__Exercise__: Copy each line below holding "roads".

__Input__:
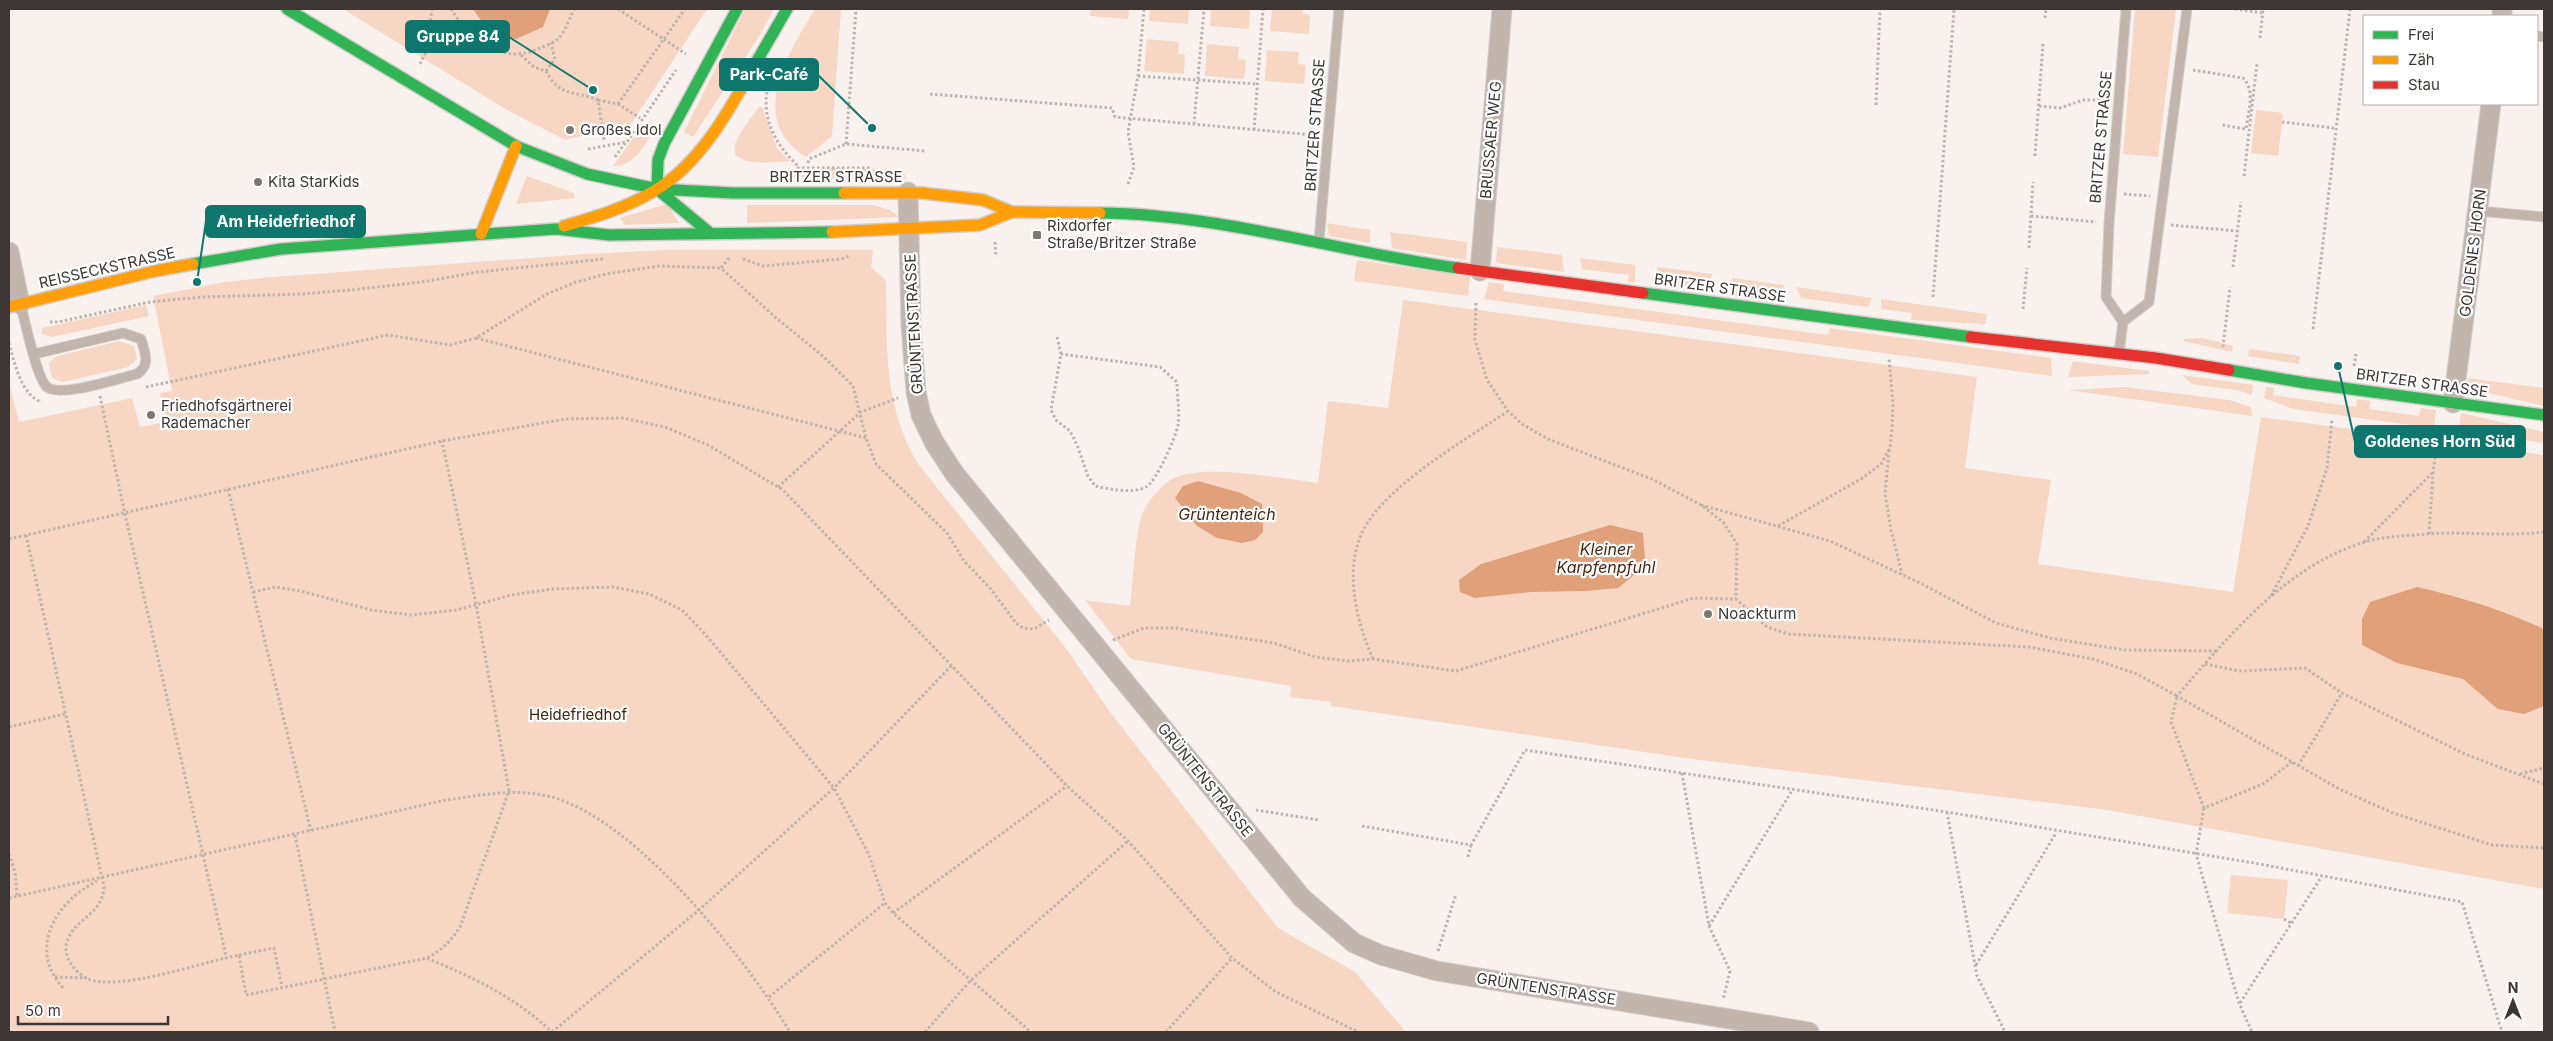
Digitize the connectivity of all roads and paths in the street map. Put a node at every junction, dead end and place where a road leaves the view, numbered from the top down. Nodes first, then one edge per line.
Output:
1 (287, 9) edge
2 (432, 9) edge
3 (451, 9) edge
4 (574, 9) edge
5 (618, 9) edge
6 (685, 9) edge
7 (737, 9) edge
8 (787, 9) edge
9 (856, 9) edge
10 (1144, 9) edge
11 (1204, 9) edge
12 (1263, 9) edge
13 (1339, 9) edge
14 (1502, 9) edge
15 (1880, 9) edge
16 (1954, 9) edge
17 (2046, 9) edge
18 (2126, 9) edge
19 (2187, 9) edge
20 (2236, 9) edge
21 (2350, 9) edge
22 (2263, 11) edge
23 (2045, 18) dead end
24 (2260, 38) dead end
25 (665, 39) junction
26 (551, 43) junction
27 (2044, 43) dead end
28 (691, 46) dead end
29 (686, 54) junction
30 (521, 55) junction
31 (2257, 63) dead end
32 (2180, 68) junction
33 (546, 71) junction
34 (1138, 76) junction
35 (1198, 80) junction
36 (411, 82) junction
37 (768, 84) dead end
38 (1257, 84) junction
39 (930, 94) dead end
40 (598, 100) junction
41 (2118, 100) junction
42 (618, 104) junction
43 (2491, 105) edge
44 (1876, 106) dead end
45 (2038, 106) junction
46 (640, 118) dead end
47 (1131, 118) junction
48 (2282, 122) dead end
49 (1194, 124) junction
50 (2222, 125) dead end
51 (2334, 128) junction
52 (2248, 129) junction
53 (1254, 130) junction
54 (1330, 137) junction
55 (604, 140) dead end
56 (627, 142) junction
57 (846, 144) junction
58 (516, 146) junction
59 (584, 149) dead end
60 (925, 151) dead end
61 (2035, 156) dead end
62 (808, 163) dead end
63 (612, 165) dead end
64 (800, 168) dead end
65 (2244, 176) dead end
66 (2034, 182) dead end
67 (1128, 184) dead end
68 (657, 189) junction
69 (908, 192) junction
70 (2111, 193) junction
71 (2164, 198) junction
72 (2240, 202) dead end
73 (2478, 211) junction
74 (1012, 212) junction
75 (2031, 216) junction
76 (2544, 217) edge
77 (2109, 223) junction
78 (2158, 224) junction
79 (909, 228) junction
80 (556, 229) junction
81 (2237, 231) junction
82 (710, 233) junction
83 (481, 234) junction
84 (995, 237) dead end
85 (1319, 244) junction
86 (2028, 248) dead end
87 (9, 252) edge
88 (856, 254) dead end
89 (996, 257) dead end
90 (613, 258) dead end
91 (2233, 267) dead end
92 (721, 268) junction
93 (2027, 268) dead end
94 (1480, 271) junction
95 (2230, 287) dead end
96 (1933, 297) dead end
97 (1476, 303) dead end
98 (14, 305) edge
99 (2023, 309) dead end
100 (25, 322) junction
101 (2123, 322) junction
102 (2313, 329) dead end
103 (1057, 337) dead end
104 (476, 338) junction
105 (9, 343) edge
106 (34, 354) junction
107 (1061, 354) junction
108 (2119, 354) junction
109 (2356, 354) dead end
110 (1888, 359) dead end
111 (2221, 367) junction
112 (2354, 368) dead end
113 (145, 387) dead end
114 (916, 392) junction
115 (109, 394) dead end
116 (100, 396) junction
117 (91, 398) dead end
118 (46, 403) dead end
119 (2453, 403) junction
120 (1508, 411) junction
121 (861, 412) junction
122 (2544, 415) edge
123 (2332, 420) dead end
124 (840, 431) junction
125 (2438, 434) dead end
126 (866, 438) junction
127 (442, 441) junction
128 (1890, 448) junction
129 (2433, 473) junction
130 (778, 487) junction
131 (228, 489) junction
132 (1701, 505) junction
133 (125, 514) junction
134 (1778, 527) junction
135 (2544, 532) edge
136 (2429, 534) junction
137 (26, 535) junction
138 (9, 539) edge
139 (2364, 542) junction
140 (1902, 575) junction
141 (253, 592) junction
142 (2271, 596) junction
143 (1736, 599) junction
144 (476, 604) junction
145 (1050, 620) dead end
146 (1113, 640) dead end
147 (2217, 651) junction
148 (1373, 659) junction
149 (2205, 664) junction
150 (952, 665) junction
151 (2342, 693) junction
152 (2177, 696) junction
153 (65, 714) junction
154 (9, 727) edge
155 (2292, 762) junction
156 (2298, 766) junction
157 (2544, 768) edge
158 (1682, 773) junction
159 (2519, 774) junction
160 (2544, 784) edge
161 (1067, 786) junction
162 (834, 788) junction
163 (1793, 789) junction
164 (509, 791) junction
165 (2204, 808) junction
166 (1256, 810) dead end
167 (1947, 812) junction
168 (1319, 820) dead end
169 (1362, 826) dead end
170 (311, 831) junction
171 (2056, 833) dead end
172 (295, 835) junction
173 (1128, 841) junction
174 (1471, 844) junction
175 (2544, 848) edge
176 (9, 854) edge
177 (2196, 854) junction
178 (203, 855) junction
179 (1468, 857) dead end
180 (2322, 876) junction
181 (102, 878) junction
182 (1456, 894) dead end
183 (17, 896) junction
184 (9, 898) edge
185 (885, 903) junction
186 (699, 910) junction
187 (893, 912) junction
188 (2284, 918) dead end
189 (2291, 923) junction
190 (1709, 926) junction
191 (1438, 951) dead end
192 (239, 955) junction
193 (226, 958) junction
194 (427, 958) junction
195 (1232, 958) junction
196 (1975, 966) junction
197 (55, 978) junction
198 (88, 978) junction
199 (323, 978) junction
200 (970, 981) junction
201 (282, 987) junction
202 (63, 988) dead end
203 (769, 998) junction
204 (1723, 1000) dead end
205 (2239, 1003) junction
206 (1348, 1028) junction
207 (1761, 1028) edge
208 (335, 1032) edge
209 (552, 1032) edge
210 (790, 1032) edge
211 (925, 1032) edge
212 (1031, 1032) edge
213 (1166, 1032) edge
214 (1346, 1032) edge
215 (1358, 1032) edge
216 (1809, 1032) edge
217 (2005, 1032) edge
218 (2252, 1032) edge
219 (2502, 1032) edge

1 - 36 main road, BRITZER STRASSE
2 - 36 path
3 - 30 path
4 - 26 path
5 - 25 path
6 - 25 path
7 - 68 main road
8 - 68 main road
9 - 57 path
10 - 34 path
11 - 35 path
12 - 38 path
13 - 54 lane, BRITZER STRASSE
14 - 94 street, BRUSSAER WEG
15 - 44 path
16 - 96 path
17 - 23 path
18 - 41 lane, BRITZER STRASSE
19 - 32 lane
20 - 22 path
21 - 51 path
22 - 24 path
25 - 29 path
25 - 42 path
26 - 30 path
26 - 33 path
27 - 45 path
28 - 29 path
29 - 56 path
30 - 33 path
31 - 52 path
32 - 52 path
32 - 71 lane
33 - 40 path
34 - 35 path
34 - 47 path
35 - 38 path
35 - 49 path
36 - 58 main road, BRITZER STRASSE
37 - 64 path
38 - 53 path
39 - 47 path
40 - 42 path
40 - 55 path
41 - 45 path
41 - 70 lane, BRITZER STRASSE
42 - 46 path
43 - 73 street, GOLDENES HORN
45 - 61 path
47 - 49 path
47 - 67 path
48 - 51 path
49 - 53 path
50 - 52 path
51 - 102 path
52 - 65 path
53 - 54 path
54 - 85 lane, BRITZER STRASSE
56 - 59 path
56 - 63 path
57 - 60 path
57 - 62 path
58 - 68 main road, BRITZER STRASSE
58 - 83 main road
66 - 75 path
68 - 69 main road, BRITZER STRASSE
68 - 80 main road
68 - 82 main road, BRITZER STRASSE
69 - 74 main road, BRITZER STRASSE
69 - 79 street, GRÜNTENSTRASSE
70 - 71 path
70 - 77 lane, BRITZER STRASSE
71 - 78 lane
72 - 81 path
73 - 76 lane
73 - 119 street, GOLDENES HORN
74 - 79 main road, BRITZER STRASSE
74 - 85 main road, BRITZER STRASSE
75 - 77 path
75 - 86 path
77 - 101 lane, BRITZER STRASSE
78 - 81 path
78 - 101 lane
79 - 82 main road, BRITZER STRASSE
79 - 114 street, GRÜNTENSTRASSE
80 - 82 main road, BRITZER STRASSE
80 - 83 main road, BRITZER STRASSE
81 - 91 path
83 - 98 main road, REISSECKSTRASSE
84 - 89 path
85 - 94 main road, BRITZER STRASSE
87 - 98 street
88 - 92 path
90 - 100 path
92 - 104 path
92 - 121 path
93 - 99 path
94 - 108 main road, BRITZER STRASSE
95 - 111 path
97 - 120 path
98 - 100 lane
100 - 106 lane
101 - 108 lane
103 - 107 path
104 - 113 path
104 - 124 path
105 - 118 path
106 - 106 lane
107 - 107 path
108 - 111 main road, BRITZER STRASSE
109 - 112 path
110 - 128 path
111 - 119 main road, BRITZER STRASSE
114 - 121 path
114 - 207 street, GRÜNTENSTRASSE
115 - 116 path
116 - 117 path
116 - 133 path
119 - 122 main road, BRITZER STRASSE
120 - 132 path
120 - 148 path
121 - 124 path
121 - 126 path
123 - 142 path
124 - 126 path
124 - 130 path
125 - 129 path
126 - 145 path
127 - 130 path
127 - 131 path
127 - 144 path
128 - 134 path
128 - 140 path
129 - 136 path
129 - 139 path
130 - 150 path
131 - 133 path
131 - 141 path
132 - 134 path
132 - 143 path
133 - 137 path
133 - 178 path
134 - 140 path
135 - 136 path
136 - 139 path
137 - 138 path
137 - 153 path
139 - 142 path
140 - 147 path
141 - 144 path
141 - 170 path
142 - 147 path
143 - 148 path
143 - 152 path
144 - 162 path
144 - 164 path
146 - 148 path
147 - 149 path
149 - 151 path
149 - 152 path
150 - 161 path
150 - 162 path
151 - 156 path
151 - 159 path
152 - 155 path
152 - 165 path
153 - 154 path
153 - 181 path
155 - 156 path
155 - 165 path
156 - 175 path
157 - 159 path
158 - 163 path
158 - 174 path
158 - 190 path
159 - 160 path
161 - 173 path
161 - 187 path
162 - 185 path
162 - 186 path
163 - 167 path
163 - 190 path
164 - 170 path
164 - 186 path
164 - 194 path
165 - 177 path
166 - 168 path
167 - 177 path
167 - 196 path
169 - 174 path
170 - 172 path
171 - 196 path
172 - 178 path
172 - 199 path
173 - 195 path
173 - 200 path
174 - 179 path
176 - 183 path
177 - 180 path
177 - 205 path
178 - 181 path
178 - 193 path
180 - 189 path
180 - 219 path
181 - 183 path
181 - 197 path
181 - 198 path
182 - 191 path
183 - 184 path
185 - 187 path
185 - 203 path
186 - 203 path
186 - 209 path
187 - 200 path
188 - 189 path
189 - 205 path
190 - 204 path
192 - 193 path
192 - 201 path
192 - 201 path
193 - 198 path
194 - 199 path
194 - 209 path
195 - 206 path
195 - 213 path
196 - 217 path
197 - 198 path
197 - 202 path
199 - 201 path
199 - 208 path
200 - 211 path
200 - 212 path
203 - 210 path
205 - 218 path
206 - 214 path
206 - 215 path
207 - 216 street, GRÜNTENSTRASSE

...

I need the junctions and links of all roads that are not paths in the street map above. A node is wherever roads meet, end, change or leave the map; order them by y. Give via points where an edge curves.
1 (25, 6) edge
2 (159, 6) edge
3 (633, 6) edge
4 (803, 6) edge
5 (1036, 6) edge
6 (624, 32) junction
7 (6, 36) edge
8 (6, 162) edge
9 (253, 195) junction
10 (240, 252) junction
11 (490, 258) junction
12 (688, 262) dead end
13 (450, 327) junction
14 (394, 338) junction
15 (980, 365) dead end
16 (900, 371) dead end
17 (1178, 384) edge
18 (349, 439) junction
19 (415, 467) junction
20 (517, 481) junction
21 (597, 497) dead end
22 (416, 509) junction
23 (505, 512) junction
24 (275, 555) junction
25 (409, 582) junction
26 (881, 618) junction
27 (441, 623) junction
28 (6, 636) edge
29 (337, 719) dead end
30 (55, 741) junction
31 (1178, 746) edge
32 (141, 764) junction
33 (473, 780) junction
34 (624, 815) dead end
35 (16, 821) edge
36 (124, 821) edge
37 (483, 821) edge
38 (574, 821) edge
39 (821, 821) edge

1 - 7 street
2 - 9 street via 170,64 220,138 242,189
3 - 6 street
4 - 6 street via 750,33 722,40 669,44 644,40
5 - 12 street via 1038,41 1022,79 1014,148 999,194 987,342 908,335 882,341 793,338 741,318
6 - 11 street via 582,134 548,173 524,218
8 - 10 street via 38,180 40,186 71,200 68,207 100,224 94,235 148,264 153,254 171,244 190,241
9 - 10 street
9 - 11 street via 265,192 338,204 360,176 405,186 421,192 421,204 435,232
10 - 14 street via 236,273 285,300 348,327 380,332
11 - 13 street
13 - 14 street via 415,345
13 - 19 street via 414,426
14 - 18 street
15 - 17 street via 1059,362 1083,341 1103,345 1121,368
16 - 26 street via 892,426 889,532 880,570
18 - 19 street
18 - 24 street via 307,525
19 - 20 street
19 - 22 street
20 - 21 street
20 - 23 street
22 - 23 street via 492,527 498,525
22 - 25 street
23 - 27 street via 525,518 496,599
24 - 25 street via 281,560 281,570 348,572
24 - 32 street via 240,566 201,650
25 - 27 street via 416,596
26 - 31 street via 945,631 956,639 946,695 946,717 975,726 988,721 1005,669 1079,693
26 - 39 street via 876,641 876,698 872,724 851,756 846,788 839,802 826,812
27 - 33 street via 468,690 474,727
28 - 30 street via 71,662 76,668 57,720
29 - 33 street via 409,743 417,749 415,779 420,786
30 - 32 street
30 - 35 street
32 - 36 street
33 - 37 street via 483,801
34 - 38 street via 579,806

__Solution for this exercise__:
Digitize the connectivity of all roads and paths in the street map. Put a node at every junction, dead end and place where a road leaves the view, numbered from the top down. Nodes first, then one edge per line.
I need the junctions and links of all roads that are not paths in the street map above. A node is wherever roads meet, end, change or leave the map; order them by y. Give via points where an edge curves.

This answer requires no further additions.